Data-Driven Retrieval of Effective Point Spread Functions for Super-Resolution Optoacoustic Imaging

Localization-based super-resolution techniques have revolutionized biomedical imaging by surpassing classical diffraction limits. However, their performance is fundamentally constrained by distortions of the point spread function (PSF) induced by the system and the sample, which are particularly prominent in the case of spatially under-sampling. Here we introduce a data-driven effective point spread function retrieval (DEPR) method that directly learns continuous, field-dependent system responses from experimental point source datasets. Through statistical aggregation of thousands of targets and iterative self-supervised refinement, DEPR captures spatially variant imaging characteristics in situ without prior assumptions or external calibrations.
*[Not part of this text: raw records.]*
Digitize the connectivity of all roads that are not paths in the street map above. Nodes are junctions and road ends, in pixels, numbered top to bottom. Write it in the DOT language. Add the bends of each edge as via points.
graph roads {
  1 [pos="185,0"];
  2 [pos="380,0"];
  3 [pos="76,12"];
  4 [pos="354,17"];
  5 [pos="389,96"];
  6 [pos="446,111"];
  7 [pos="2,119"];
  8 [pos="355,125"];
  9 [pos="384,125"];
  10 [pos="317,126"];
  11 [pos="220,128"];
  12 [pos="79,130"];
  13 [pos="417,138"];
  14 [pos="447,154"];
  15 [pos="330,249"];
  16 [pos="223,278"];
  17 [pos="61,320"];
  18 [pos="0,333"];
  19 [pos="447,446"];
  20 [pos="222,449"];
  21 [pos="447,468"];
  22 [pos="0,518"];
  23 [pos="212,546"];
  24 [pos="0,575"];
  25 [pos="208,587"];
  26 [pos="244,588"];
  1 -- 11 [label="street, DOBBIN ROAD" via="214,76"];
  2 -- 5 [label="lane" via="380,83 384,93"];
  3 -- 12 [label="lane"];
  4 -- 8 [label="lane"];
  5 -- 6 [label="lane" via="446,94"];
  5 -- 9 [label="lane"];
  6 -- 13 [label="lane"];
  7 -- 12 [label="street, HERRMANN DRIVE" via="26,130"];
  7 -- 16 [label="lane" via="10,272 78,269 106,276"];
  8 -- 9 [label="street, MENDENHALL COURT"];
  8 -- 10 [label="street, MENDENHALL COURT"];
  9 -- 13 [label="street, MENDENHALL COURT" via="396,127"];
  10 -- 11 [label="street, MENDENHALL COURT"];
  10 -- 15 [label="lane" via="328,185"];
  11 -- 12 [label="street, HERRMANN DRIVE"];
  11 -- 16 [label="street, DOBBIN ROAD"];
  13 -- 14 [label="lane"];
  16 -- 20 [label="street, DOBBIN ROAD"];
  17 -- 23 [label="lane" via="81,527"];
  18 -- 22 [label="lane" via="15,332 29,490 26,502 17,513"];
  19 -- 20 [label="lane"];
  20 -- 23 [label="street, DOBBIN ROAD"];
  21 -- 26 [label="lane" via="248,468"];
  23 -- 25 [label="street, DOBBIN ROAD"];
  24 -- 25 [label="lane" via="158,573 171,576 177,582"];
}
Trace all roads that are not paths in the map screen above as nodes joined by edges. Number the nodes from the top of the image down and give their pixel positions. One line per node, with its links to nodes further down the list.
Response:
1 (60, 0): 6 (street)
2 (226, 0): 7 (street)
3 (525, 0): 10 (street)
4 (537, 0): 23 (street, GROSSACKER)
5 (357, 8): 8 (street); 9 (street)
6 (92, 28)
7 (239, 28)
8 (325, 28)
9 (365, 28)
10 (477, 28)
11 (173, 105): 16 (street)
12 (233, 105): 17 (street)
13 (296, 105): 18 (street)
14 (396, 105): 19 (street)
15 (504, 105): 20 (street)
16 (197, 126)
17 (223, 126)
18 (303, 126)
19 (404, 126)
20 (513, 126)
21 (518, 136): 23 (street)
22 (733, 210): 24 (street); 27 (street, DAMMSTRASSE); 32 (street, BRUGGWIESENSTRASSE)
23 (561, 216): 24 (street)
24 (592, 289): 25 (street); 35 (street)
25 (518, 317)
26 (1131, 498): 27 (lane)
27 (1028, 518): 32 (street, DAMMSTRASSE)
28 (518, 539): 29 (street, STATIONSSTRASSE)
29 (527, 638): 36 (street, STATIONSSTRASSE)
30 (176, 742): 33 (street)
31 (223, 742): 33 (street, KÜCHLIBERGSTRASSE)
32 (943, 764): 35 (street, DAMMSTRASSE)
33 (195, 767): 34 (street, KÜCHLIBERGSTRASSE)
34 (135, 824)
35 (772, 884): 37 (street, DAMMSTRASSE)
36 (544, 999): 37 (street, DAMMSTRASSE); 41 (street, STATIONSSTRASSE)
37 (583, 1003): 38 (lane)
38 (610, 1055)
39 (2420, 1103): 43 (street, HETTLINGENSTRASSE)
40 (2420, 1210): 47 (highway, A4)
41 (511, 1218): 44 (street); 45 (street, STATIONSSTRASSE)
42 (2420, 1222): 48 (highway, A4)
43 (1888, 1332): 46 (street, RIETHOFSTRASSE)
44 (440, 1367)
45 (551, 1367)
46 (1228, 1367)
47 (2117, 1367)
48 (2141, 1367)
When integrated into the localization optoacoustic tomography (LOT) pipeline, DEPR achieves accurate sub-pixel localization despite under-sampled conditions, thus enhancing resolution while reducing computational burden. We demonstrate its efficacy by in vivo imaging of the murine brain microvasculature using microparticle contrast agents in the first (NIR-I) and second (NIR-II) near-infrared windows, achieving significant improvement in data utilization efficiency and substantial reduction of gridded artifacts compared to conventional approaches. The method resolves vascular structures with [~]41 m separation across a [~]3 mm imaging depth range. This framework addresses fundamental challenges shared across diverse localization-based imaging modalities, offering a robust and generalizable strategy for high-precision imaging in complex biological systems.